IL SANTO
Rappr. di San Cipriano
aTascio Ceciliano Cipriano, uno scrittore pagano di retorica, si convertì al Cristianesimo ca. nel 246 e solo due anni dopo divenne vescovo di Cartagine. Nel 249, all'inizio delle persecuzioni, ordinate dall'imperatore Decio (249-251), Cipriano fuggì per poi tornare nel 251 a Cartagine. Qui si trovò a fronteggiare il problema dei lapsi (caduti), coloro i quali avevano negato la fede cristiana durante la persecuzione. Cipriano si lamentò che la Chiesa riammettesse con troppa leggerezza i lapsi, senza una minima penitenza, istituì una disciplina a riguardo e scomunicò nove sacerdoti, che avevano perdonato con troppa tempestività. Anche a Roma, Papa Cornelio (251-253) adottò questa procedura con penitenza, ma fu contestato duramente da un gruppo di rigoristi, contrari a qualsiasi perdono per gli apostati. Per cercare di portare un po' di serenità nella Chiesa, il neo eletto Papa Stefano I (254-257) aveva deciso di far ribattezzare i lapsi e aveva proclamato che questo sacramento era valido anche se era stato eseguito da preti scomunicati: Stefano comunicò la sua decisione a Cipriano, intimandogli di attenersi alla disposizione in questione. Cipriano prese malissimo l'aut - aut e convocò un concilio di vescovi africani, sempre molto gelosi della loro indipendenza gerarchica. Il sinodo africano affermò l'autonomia nelle decisioni e il convincimento che il battesimo amministrato dagli scomunicati era nullo. La situazione precipitò e dopo un secondo concilio nel 256, Stefano scomunicò Cipriano. Ma erano tempi bui per il Cristianesimo e, poco dopo, durante le persecuzioni di Valeriano (257-258), dopo essere stato esiliato a Curubis, fu decapitato il 14 Settembre 258. Con la morte di C., passò nell'oblio la scomunica inflittagli ed anzi egli fu proclamato santo.
IL SANTUARIO
Il motivo per cui tale Santuario sia stato dedicato a San Cipriano resta ancora un mistero, ma se si fa riferimento alle ricostruzioni storiche su Figlioli, si troverà traccia di una pestilenza che ha distrutto il villaggio. Il Santo è stato testimone della cosiddetta "Epidemia di San Cipriano", una pestilenza che sconvolse l'Impero Romano tra il 251 e il 270 d.C. e che arrivò a mietere 5000 vittime al giorno nella solo Roma. Il santuario quindi, costruito dai superstiti, molto probabilmente testimonia la riconoscenza al Santo, che tanto si prodigò per i malati cartaginesi, da parte dei superstiti alla violenta pestilenza che ha decimato la popolazione figliolese.

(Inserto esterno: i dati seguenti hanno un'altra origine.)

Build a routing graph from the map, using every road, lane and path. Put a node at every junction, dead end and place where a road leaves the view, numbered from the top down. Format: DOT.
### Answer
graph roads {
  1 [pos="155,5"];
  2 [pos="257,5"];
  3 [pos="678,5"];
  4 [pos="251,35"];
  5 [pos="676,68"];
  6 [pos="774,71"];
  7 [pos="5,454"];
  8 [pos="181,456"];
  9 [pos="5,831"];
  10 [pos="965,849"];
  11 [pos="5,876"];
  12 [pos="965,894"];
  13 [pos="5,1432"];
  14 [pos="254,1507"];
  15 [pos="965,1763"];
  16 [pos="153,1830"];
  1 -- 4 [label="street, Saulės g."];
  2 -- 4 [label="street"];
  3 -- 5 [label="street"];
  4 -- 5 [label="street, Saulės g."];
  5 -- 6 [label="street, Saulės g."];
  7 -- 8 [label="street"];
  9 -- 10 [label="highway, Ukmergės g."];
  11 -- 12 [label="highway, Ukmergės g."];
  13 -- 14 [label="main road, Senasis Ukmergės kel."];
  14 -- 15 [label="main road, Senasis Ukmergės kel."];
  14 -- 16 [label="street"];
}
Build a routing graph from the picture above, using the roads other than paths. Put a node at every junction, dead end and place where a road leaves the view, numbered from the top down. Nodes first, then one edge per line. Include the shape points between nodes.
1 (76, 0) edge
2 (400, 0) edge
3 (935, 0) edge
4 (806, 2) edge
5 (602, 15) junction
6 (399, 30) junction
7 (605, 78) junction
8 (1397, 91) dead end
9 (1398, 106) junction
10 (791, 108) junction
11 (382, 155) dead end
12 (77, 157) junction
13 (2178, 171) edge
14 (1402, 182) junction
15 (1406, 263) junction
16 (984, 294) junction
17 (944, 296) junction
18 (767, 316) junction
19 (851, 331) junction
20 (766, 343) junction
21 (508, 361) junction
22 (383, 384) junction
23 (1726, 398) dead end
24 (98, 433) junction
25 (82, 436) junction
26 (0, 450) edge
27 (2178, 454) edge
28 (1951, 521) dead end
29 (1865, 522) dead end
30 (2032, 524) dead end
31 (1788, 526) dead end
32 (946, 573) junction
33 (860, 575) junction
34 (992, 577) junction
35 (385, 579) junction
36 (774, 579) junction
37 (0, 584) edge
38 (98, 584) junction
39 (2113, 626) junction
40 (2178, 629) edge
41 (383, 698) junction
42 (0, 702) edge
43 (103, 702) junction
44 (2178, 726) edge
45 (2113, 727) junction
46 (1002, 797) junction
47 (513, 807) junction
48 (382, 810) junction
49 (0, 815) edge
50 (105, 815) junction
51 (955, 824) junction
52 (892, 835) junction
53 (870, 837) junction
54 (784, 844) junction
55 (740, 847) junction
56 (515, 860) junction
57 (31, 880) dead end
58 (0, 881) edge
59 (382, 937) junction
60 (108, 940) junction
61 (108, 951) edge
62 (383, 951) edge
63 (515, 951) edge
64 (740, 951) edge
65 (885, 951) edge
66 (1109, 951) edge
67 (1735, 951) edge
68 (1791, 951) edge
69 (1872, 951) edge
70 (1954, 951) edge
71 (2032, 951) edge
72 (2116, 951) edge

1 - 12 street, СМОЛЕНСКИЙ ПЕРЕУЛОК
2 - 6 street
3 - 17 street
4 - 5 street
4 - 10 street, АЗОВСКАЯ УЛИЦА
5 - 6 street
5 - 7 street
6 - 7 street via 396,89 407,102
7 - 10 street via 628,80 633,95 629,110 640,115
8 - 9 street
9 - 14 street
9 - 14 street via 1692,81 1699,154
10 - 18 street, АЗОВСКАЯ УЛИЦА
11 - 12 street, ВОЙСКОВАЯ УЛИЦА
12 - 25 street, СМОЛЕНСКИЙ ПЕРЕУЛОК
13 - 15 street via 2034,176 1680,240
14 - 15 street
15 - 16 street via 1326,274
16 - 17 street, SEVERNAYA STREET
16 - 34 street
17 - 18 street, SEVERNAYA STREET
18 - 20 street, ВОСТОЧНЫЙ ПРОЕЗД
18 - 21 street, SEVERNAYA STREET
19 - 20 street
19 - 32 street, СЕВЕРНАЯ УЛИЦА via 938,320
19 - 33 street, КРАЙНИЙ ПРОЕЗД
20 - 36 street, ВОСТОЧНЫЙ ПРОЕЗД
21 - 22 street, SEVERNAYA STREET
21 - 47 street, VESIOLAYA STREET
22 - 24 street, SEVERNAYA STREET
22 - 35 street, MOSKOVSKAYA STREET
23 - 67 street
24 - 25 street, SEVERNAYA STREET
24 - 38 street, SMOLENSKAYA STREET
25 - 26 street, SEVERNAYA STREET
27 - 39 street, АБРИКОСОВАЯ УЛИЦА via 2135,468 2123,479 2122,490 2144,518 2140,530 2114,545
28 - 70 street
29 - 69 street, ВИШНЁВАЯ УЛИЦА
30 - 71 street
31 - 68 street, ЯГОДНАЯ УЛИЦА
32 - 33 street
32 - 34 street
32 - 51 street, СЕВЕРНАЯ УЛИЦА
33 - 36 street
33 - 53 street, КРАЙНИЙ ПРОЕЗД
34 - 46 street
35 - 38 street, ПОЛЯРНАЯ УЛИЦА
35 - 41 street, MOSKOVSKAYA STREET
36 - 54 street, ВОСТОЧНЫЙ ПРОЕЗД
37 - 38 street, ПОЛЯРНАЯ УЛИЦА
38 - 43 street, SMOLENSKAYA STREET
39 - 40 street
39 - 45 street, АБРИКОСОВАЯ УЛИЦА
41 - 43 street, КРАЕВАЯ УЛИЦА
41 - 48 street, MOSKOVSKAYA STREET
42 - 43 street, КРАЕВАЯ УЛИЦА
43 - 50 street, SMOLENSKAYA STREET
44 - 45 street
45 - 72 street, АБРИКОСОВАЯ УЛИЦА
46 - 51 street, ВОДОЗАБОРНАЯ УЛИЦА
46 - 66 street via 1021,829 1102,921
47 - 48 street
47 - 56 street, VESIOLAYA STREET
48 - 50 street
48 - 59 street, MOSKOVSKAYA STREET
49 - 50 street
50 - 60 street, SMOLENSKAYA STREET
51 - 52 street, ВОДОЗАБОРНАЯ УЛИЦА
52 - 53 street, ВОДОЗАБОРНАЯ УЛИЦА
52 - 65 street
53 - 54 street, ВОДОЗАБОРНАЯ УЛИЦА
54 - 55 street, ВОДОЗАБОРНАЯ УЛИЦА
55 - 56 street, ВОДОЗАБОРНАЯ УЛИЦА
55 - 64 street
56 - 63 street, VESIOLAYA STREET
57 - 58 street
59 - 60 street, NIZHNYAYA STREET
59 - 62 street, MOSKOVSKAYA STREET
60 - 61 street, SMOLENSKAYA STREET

Il Santuario sorge a nord-ovest della vallata montorese e domina il piccolo paese di Figlioli. L' antico tempio è oggi abbandonato e la sua chiesa è in rovina. Dai ruderi si evidenzia che la chiesa era piccola. Accanto ai ruderi d'ingresso vi è una cisterna piena di sassi e pietre di varie dimensioni. E' presente un affresco, sbiadito e rovinato che domina il piccolo altare maggiore. Esso raffigura la Vergine seduta, che indossa una veste rossa, un manto azzurro con un velo bianco poggiato sul capo. Ai suoi piedi vi sono San Cipriano e Sant' Agostino, considerati fratelli secondo la trazione (erroneamente), che rivolgono lo sguardo a Maria. Degli angioletti fanno capolino tra delle nuvole nella parte superiore dell' affresco. Sui ruderi dell'altare, ai piedi dell'affresco, vi è un foro, che probabilmente accoglieva il tabernacolo. Lateraralmente all'altare vi sono due porticine che conducevano alla sagrestia, un ambiente piccolo a forma di semicerchio. Sulla parete alla sinistra dell'altare vi è una piccola finestra, in una parete quasi intera; in una porzione della parete alla destra, vi è una piccola nicchia e il resto della parete è completamente distrutto. Sul lato sinistro dell'edificio vi erano delle piccole stanzette dove alloggiava il monaco, custode del tempio. Da alcuni anni, un gruppo di volontari hanno ridato luce, in collaborazione con l' Associazione IRIS, ai ruderi sepolti da sedimenti e calcinacci. Inoltre, con l'aiuto della Comunità Montana Irno - Solofrana, è stato sistemato l'ultimo tratto di strada per raggiungere il Santuario tramite la costruzione di alcuni gradoni; sempre lungo questo tratto finale sono stati realizzati dei passamano in legno e, nello spazio piano adiacente alla chiesa, è stata creata una piccola area pic-nic con un tavolo, degli sgabelli e delle panche in legno. |
TRADIZIONI POPOLARI
Era tradizione, nel passato, rivolgersi a San Cipriano per ottenere la pioggia benefica per i campi durante i periodi di siccità. Un grande pellegrinaggio espiatorio partiva dalla frazione Borgo e si recava al Santuario, portando in processione la statua di San Domenico. Questi, secondo i fedeli, era considerato il fratello di San Cipriano e un ulteriore mediatore per le loro richieste. I fedeli penitenti portavano sulle spalle grosse pietre che venivano ammucchiate all'ingresso della chiesetta. Tutti partecipavano alla Santa Messa e alla fine della celebrazione la pioggia scendeva a catinelle. Alla fine, prima di lasciare il Santuario, si versava un secchio d'acqua sulla statua di San Cipriano, invocando:
"Nnuie refrescammo a te,
e tu refresca chesta terra nosta."
e tu refresca chesta terra nosta."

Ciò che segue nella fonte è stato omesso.